> _WHAT YOU WILL DO_
Look through the lines below and extract each one that contains "family".

(Source data)

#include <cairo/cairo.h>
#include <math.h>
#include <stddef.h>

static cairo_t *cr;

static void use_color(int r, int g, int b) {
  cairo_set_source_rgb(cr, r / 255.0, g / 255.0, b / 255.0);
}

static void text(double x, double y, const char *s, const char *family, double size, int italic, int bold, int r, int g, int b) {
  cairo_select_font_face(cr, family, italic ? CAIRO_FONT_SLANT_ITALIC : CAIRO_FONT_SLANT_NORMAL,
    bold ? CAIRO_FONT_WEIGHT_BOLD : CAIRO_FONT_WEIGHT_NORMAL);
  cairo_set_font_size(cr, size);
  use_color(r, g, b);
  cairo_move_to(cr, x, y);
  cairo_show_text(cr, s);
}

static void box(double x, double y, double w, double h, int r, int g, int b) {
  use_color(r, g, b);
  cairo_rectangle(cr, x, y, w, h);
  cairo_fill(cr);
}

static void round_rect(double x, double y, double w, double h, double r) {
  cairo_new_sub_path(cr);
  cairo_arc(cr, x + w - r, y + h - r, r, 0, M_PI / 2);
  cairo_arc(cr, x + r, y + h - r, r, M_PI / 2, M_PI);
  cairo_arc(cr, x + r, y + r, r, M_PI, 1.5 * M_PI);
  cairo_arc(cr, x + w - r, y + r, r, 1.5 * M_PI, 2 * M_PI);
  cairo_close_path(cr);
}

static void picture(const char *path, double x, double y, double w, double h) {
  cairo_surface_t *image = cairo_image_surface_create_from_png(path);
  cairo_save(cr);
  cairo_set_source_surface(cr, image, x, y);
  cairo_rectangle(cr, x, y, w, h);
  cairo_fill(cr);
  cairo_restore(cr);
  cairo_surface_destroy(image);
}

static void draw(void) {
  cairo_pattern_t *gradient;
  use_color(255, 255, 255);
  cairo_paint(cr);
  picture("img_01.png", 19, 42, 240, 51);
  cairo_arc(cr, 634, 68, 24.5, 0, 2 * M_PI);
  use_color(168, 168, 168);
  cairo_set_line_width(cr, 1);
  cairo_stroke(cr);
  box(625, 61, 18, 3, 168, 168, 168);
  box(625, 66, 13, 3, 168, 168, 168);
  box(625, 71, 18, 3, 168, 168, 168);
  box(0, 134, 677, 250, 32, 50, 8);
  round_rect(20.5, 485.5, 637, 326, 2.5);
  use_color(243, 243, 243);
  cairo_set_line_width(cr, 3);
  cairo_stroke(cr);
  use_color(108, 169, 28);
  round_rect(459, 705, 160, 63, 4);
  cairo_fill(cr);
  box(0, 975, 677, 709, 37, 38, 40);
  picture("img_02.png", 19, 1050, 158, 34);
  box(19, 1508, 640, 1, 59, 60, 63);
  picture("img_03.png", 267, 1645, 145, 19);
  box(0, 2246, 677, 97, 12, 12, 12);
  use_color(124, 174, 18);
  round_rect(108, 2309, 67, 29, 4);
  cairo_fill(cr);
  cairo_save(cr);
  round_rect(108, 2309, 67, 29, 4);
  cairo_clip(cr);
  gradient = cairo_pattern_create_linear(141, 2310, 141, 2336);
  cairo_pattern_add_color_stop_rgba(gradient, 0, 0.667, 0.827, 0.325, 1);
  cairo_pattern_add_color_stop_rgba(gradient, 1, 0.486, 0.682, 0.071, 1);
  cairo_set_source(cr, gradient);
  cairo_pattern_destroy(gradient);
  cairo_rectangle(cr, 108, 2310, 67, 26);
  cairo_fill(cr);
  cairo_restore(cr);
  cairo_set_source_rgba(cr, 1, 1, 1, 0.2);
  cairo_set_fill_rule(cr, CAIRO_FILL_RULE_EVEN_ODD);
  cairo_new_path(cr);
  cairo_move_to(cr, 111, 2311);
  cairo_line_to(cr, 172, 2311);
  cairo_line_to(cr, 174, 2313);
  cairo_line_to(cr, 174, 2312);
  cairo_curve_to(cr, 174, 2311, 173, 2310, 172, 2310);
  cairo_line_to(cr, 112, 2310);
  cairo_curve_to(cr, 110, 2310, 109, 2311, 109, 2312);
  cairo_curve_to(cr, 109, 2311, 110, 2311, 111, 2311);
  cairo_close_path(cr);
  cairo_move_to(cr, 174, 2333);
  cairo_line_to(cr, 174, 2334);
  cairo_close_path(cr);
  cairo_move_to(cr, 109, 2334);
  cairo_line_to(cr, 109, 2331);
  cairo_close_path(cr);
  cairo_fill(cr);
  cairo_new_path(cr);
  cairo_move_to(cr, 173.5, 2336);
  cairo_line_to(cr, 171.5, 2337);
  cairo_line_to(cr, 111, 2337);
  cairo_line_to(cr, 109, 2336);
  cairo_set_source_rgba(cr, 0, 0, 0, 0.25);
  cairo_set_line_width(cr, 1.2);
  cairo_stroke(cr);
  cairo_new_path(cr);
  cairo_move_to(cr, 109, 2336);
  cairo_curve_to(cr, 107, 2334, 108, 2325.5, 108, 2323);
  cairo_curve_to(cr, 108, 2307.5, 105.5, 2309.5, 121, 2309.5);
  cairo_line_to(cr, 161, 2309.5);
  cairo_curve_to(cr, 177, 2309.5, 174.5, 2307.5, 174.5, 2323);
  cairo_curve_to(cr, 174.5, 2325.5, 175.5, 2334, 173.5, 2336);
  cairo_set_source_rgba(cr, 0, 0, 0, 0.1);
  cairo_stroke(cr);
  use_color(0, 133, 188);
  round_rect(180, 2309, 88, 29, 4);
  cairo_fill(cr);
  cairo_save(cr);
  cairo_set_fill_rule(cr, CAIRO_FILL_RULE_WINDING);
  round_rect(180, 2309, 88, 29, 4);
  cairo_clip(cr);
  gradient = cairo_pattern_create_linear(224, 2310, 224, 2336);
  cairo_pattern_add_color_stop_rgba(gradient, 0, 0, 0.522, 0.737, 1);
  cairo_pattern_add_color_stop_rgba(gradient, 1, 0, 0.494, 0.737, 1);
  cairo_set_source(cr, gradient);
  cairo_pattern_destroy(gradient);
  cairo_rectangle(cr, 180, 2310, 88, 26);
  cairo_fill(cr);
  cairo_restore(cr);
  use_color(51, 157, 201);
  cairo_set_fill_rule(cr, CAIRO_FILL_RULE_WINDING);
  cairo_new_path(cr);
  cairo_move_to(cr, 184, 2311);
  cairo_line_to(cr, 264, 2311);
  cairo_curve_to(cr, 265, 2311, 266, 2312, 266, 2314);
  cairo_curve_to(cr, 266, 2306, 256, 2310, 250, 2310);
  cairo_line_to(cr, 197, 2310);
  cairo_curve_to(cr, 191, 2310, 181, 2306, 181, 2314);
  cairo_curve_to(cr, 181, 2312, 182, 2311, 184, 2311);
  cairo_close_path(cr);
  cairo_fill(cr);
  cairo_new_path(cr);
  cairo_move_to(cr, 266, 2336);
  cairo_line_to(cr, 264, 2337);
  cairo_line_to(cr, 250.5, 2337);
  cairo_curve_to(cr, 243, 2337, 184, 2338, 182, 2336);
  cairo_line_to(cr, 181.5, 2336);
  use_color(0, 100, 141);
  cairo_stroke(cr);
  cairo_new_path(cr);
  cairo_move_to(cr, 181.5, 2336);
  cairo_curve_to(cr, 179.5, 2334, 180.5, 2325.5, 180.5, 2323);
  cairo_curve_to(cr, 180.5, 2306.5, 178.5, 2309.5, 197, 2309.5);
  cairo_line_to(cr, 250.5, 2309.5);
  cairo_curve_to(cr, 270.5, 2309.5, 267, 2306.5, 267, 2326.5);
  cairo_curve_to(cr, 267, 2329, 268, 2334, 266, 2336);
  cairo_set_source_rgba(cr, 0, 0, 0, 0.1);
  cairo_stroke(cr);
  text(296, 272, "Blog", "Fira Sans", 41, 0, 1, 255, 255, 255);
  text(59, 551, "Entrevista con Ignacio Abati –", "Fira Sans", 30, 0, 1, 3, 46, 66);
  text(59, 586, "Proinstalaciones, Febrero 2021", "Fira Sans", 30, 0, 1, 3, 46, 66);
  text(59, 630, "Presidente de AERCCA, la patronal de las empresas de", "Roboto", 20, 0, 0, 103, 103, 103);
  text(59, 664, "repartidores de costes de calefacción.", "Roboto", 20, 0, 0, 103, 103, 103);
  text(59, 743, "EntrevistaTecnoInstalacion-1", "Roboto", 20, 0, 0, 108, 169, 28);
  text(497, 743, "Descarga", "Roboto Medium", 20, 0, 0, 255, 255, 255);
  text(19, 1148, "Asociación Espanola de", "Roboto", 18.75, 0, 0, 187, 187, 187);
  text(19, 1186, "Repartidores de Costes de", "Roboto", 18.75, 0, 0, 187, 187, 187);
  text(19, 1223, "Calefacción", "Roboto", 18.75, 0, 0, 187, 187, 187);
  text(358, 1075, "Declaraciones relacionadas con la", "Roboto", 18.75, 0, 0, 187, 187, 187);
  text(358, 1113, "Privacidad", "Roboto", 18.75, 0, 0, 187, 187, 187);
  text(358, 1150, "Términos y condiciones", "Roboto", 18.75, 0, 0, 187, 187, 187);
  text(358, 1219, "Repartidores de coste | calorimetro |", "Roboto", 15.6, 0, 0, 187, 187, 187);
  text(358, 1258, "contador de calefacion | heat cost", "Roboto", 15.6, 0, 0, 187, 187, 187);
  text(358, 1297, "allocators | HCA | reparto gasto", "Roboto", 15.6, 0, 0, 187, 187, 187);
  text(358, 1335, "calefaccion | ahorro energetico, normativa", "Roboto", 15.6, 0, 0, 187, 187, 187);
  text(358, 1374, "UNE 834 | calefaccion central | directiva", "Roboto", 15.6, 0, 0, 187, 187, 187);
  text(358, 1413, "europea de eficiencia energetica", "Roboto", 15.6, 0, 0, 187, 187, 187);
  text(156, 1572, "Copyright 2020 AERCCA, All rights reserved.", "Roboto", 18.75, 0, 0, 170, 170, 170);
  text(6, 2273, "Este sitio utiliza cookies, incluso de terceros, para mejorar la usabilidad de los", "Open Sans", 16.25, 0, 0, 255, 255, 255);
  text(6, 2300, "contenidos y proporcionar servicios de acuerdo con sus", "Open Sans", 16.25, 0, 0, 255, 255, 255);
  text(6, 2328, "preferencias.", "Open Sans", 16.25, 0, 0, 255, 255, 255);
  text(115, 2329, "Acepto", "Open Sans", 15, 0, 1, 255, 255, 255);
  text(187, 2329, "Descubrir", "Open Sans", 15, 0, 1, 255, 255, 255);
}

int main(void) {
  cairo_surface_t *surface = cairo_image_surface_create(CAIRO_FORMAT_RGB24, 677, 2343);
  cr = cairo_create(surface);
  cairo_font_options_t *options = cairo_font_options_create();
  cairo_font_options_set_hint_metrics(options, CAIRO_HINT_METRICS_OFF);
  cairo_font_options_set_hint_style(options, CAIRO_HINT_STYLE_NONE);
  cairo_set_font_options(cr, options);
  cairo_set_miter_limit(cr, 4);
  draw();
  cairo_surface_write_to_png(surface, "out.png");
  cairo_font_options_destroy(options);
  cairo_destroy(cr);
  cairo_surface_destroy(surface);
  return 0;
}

> _ANSWER FOR THE TASK_
static void text(double x, double y, const char *s, const char *family, double size, int italic, int bold, int r, int g, int b) {
  cairo_select_font_face(cr, family, italic ? CAIRO_FONT_SLANT_ITALIC : CAIRO_FONT_SLANT_NORMAL,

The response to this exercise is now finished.